Secara psikis, ketika sampah rumah tangga dilabeli sebagai limbah infeksius, petugas kebersihan biasa yang belum paham akan menghindari. Perusahaan jasa pengolahan limbah B3 yang rutin mengangkut limbah medis di rumah sakit di Batam, sebut Rosa Vivien dalam diskusi virtual kemarin, memilih menghentikan operasinya karena ketakutan akan tertular Covid-19.
Kepala Loka Penelitian Teknologi Bersih LIPI Ajeng Arum Sari mengatakan, Bank Pembangunan Asia (ADB) memperkirakan limbah medis selama pandemi Covid-19 di Jakarta saja bisa mencapai 12.750 ton dalam 60 hari. Sebagai perbandingan, ia menyebut limbah medis penanganan Covid-19 di Wuhan, China, periode 20 Januari-13 Februari 2020, mencapai 1.123 ton.
Limbah medis selama pandemi Covid-19 dipastikan terus meningkat. Tidak hanya dihasilkan dari rumah sakit dan puskesmas, tetapi juga klinik-klinik, unit transfusi, dan apotek. Itu belum termasuk potensi limbah medis dari sampah rumah tangga.
”Jumlah sampah masker dan sarung tangan sekali pakai meningkat. Bisa kemungkinan sumber penyakit baru karena potensi kontaminasi Covid-19. Ada 300.000 petugas persampahan dan 600.000 pemulung tetap bertugas menangani sampah. Misal kita ODP, tetapi tidak menjaga masker atau tisu dengan benar, alangkah kasihan petugas-petugas persampahan,” ungkapnya.
Karena itu, ia berharap para petugas kebersihan ini juga diperhatikan dengan dibekali perlengkapan alat pelindung diri. Di sisi lain, masyarakat diminta meminimalkan penularan dengan cara merendam masker sekali pakai, tisu, dan sarung tangan ke dalam larutan disinfektan sebelum dikemas khusus dan ditandai.
Terkait disinfektan ini, beberapa waktu lalu, LIPI juga merilis sejumlah produk cairan kebutuhan rumah tangga yang bisa dimanfaatkan sebagai pembuatan disinfektan di masa darurat. Sejumlah produk tersebut memiliki zat aktif yang mampu menonaktifkan virus. LIPI pun memberikan takaran pencampuran cairan produk tersebut dengan air.

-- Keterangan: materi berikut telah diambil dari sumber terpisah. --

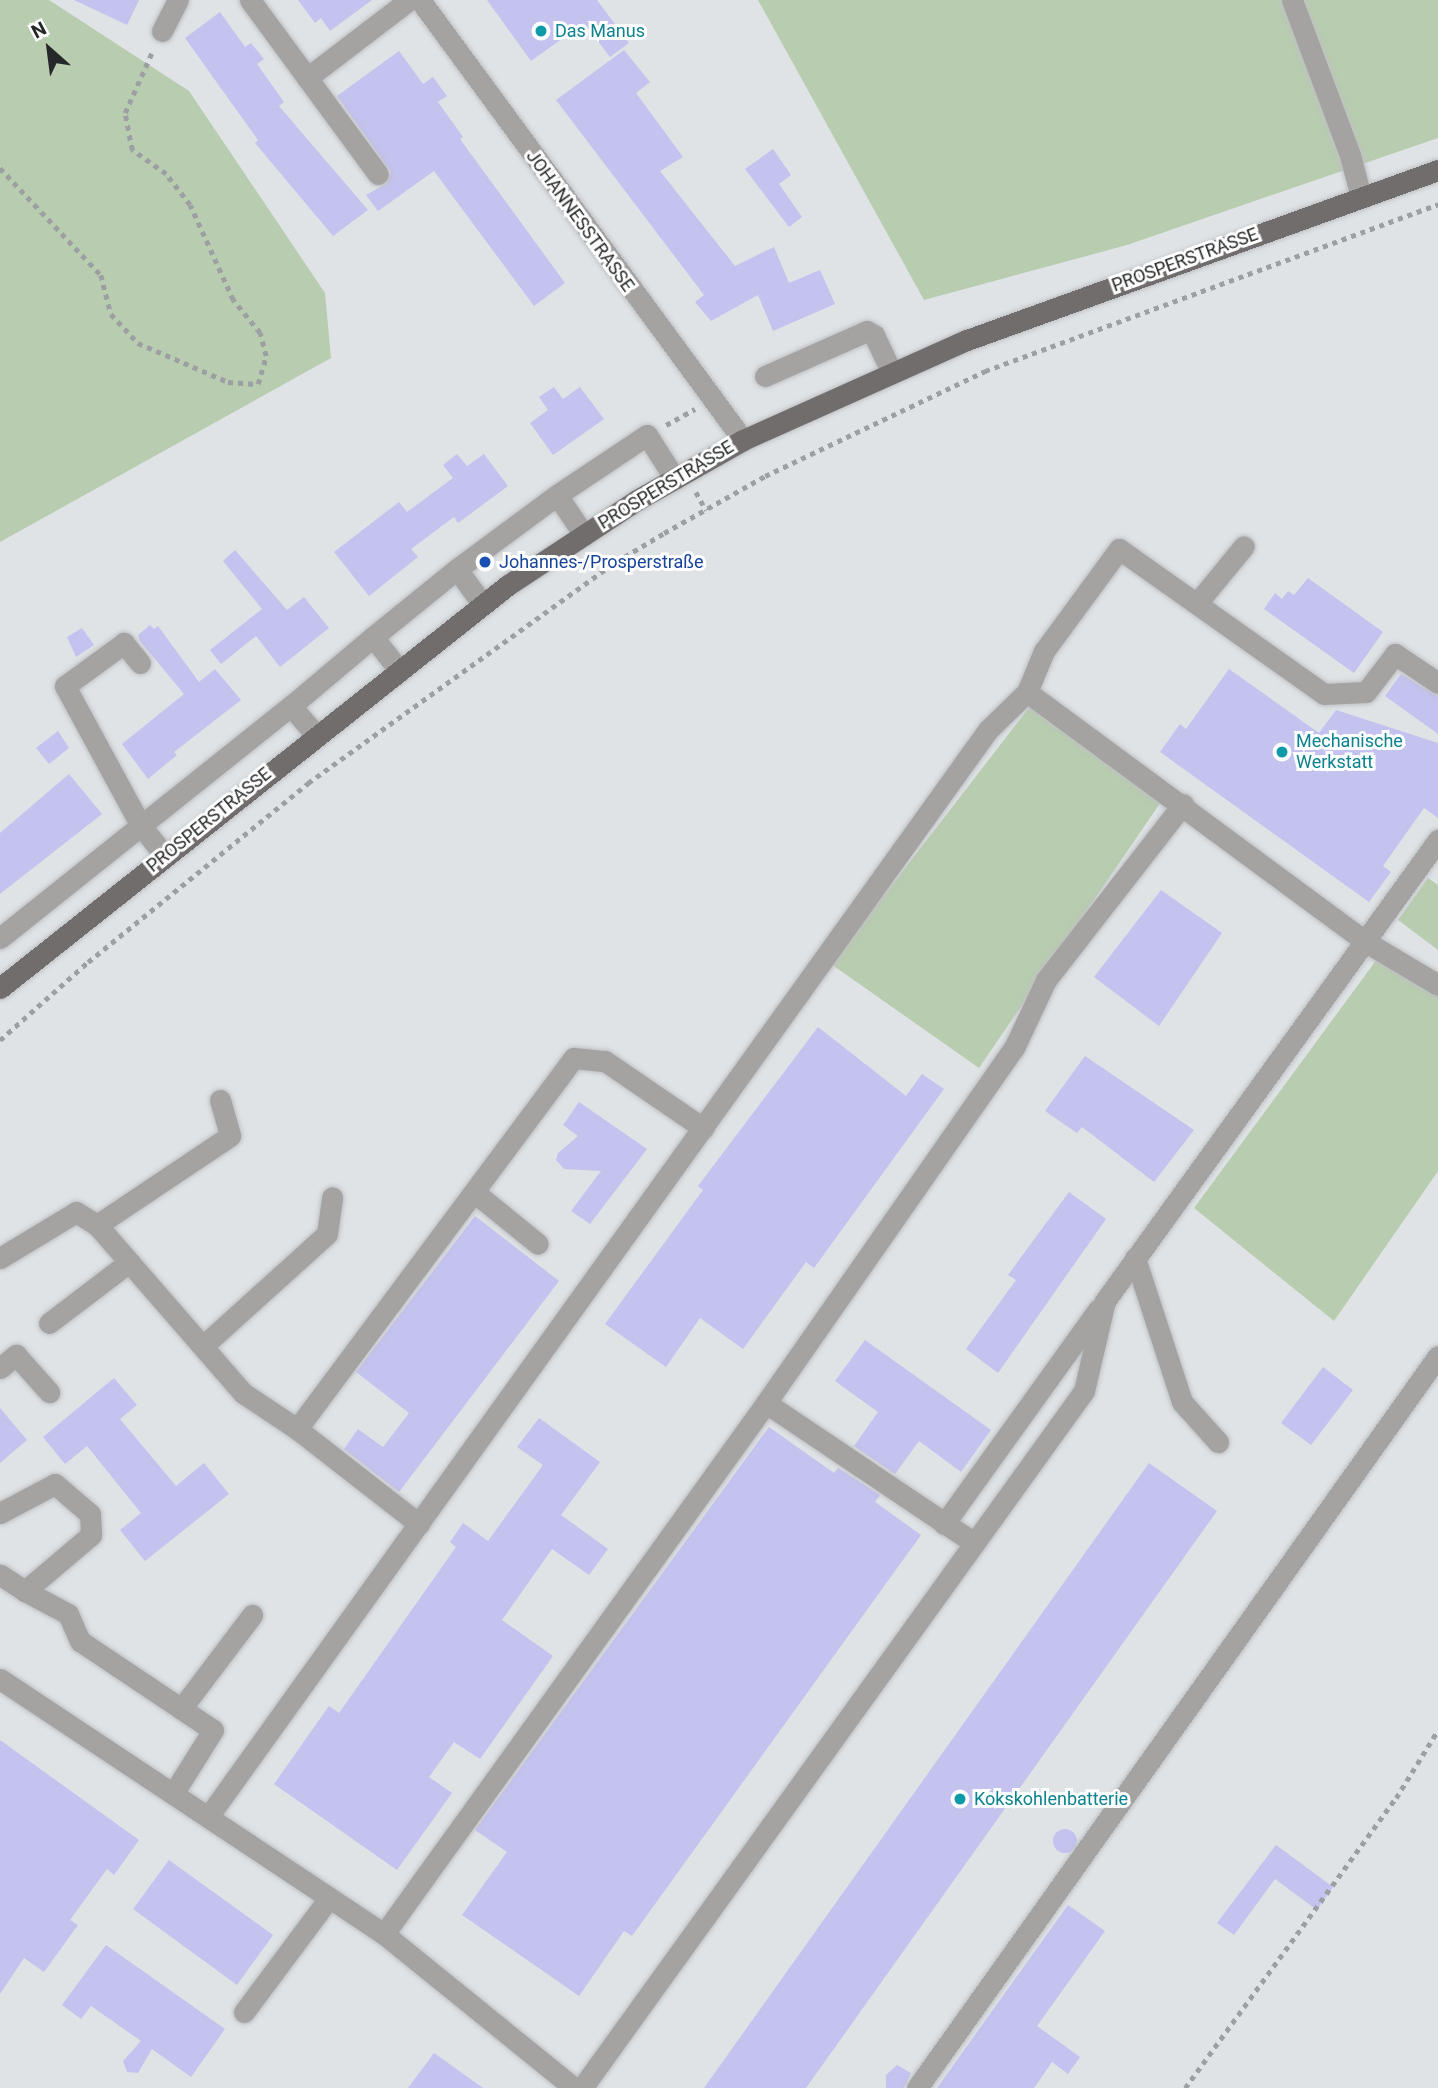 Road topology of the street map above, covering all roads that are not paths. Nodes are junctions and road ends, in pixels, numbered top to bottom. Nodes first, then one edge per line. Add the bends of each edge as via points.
1 (178, 0) edge
2 (250, 0) edge
3 (408, 0) edge
4 (420, 0) edge
5 (1292, 0) edge
6 (162, 31) road end
7 (307, 78) junction
8 (1438, 170) edge
9 (378, 174) dead end
10 (1361, 197) junction
11 (892, 373) junction
12 (765, 376) dead end
13 (743, 440) junction
14 (675, 479) junction
15 (557, 495) junction
16 (584, 535) junction
17 (1244, 546) dead end
18 (457, 569) junction
19 (1198, 602) junction
20 (483, 605) junction
21 (373, 637) junction
22 (140, 663) dead end
23 (399, 670) junction
24 (1438, 684) edge
25 (1027, 692) junction
26 (291, 706) junction
27 (316, 735) junction
28 (1183, 804) junction
29 (141, 826) junction
30 (1438, 840) edge
31 (165, 856) junction
32 (0, 938) edge
33 (1366, 942) junction
34 (1438, 985) edge
35 (0, 988) edge
36 (220, 1100) dead end
37 (703, 1128) junction
38 (474, 1192) junction
39 (332, 1197) dead end
40 (97, 1225) junction
41 (538, 1244) dead end
42 (0, 1258) edge
43 (1136, 1258) junction
44 (129, 1262) junction
45 (1105, 1301) junction
46 (48, 1323) dead end
47 (202, 1346) junction
48 (1438, 1356) edge
49 (0, 1368) edge
50 (49, 1392) dead end
51 (766, 1403) junction
52 (297, 1429) junction
53 (1219, 1442) dead end
54 (0, 1513) edge
55 (419, 1524) junction
56 (944, 1524) junction
57 (974, 1543) junction
58 (0, 1575) edge
59 (25, 1591) junction
60 (252, 1615) dead end
61 (1, 1681) edge
62 (181, 1709) junction
63 (173, 1794) junction
64 (208, 1817) junction
65 (329, 1898) junction
66 (384, 1934) junction
67 (244, 2012) dead end
68 (585, 2083) edge
69 (574, 2088) edge
70 (917, 2088) edge

1 - 6 street
2 - 7 street
3 - 7 street
4 - 13 street, JOHANNESSTRASSE
5 - 10 street via 1350,155
7 - 9 street
8 - 10 main road, PROSPERSTRASSE
10 - 11 main road, PROSPERSTRASSE via 991,331
11 - 12 street via 874,335 867,331
11 - 13 main road, PROSPERSTRASSE
13 - 14 main road, PROSPERSTRASSE
14 - 15 street via 647,435
14 - 16 main road, PROSPERSTRASSE
15 - 16 street
15 - 18 street
16 - 20 main road, PROSPERSTRASSE
17 - 19 street
18 - 20 street
18 - 21 street
19 - 24 street via 1324,694 1366,692 1395,654
19 - 25 street via 1119,549 1044,652
20 - 23 main road, PROSPERSTRASSE
21 - 23 street
21 - 26 street
22 - 29 street via 124,643 65,686
23 - 27 main road, PROSPERSTRASSE
25 - 28 street
25 - 37 street via 988,730
26 - 27 street
26 - 29 street
27 - 31 main road, PROSPERSTRASSE
28 - 33 street
28 - 51 street via 1046,980 1014,1048
29 - 31 street
29 - 32 street
30 - 33 street
31 - 35 main road, PROSPERSTRASSE
33 - 34 street
33 - 43 street
36 - 40 street via 230,1136
37 - 38 street via 605,1061 574,1058
37 - 55 street
38 - 41 street
38 - 52 street
39 - 47 street via 327,1234
40 - 42 street via 76,1212
40 - 44 street
43 - 45 street
43 - 53 street via 1182,1402
44 - 46 street
44 - 47 street
45 - 56 street
45 - 57 street via 1084,1391
47 - 52 street via 243,1393
48 - 70 street
49 - 50 street via 16,1355
51 - 56 street
51 - 66 street
52 - 55 street
54 - 59 street via 55,1484 90,1514 91,1535
55 - 64 street
56 - 57 street
57 - 68 street
58 - 59 street
59 - 62 street via 68,1614 80,1641
60 - 62 street
61 - 63 street
62 - 63 street via 213,1730
63 - 64 street
64 - 65 street
65 - 66 street
65 - 67 street
66 - 69 street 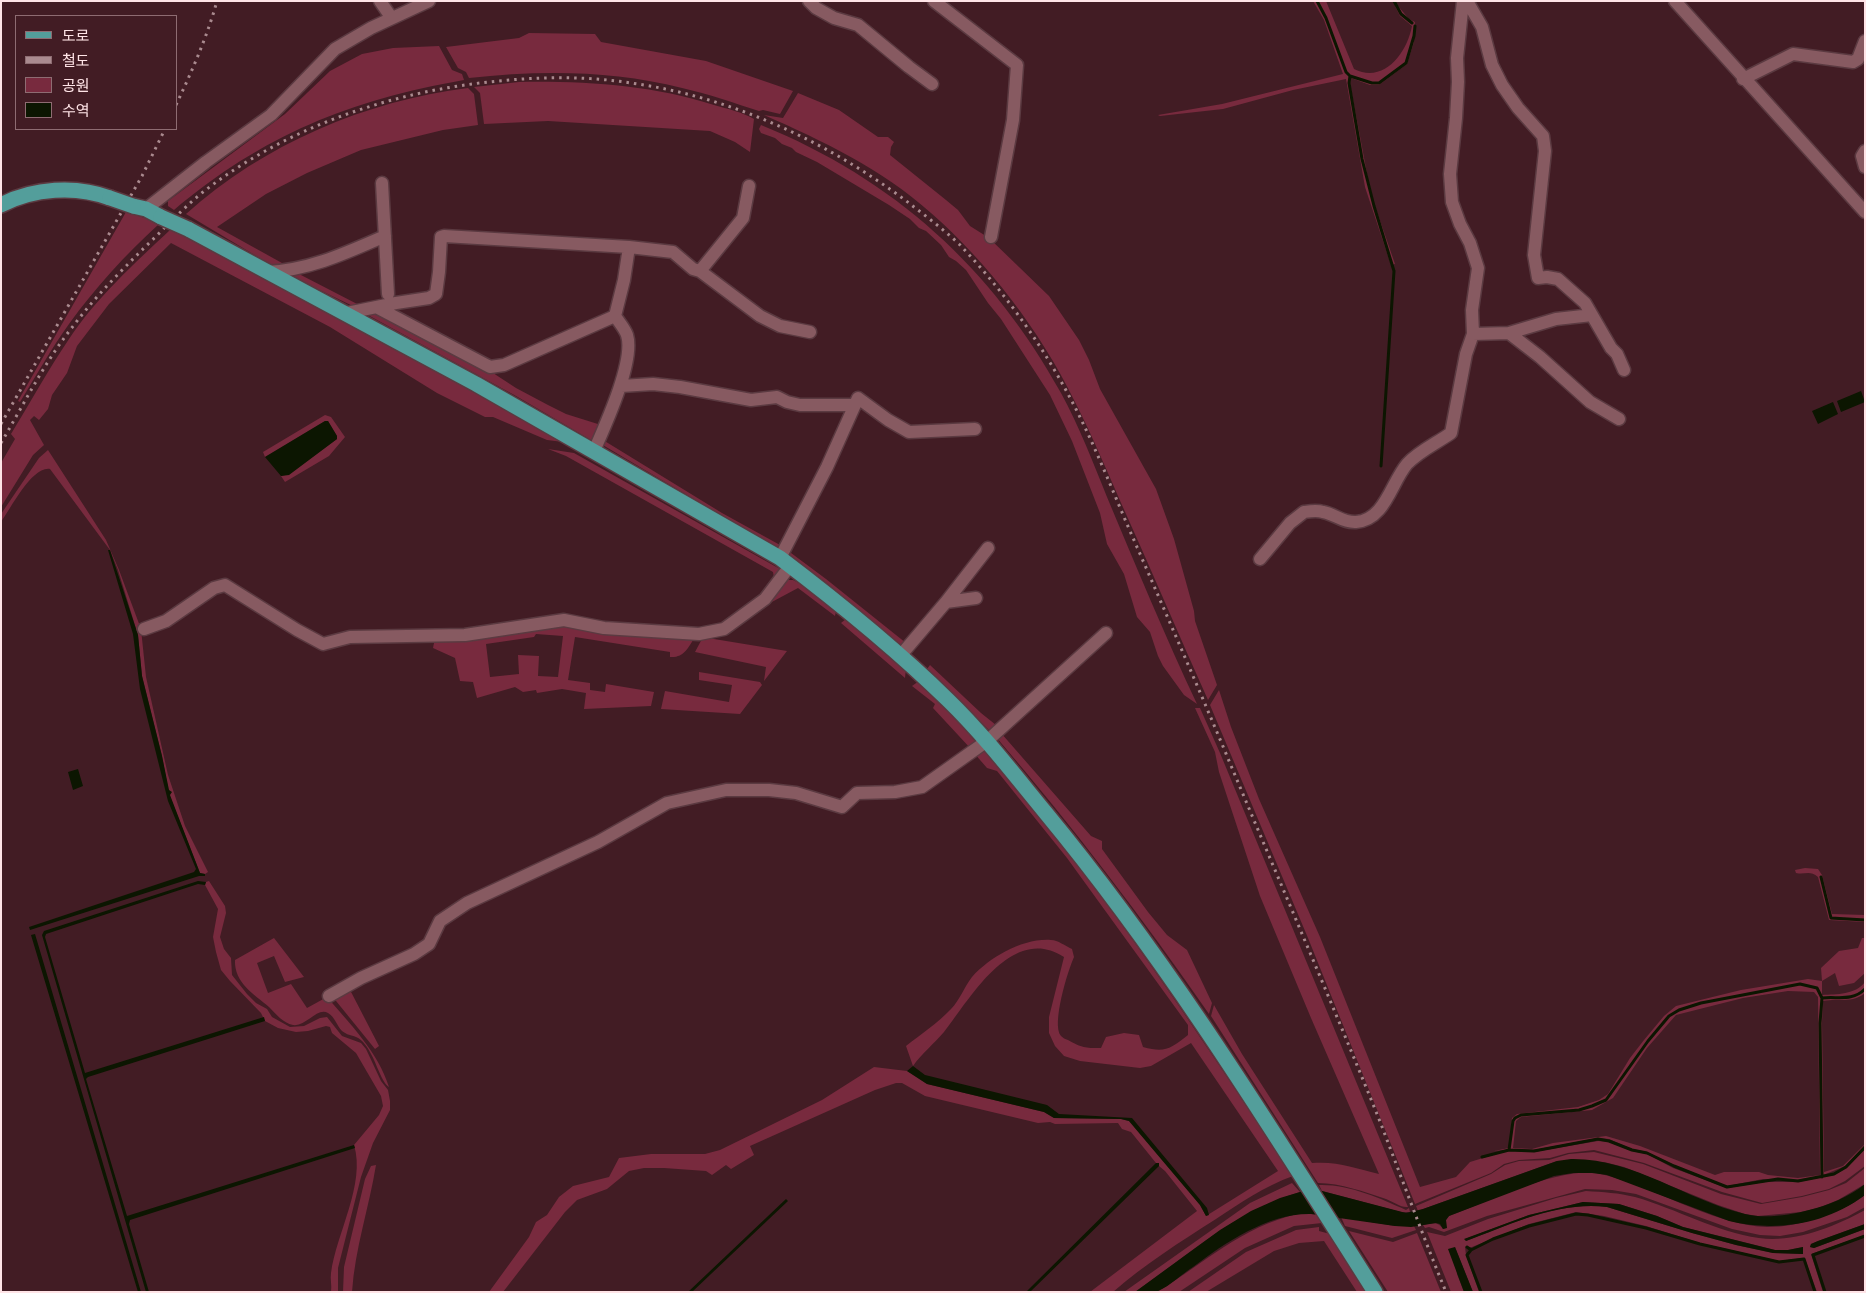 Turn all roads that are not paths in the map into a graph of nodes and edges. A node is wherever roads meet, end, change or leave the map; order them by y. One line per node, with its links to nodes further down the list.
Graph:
1 (380, 1): 8 (street)
2 (429, 1): 8 (street)
3 (809, 1): 11 (street)
4 (934, 1): 20 (street)
5 (1463, 1): 31 (street)
6 (1467, 1): 27 (street)
7 (1675, 1): 10 (street)
8 (391, 18): 17 (street)
9 (1865, 41): 10 (street)
10 (1744, 79): 18 (street)
11 (932, 84)
12 (1865, 151): 13 (street)
13 (1865, 167)
14 (382, 183): 19 (street)
15 (749, 186): 22 (street)
16 (1, 205): 17 (main road, bridge)
17 (139, 207): 23 (main road, bridge)
18 (1863, 209)
19 (385, 236): 23 (street); 24 (street)
20 (991, 237)
21 (628, 247): 22 (street); 25 (street); 28 (street)
22 (700, 271): 29 (street)
23 (267, 272): 26 (main road)
24 (388, 294)
25 (378, 308): 26 (street); 28 (street)
26 (347, 313): 37 (main road)
27 (1592, 315): 30 (street); 32 (street)
28 (615, 316): 33 (street)
29 (810, 332)
30 (1509, 333): 31 (street); 35 (street)
31 (1473, 334): 39 (street)
32 (1624, 370)
33 (621, 386): 34 (street); 37 (street)
34 (855, 405): 36 (street); 40 (street)
35 (1619, 419)
36 (975, 429)
37 (594, 451): 40 (main road)
38 (988, 548): 42 (street)
39 (1260, 560)
40 (785, 562): 43 (street); 45 (main road)
41 (976, 598): 42 (street)
42 (946, 602): 45 (street)
43 (144, 628)
44 (1106, 633): 46 (street)
45 (900, 655): 46 (main road)
46 (987, 741): 47 (street); 48 (main road)
47 (329, 996)
48 (1375, 1292)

Ajeng menjelaskan, virus merupakan jasad renik yang paling ”mudah” dihancurkan dibandingkan dengan bakteri maupun patogen lain. Hasil penelitian terhadap virus SARS-CoV, bukan virus SARS-CoV-2 penyebab Covid-19, kata dia, virus sudah menjadi tidak aktif ketika dipanaskan 56 derajat celsius selama 90 menit.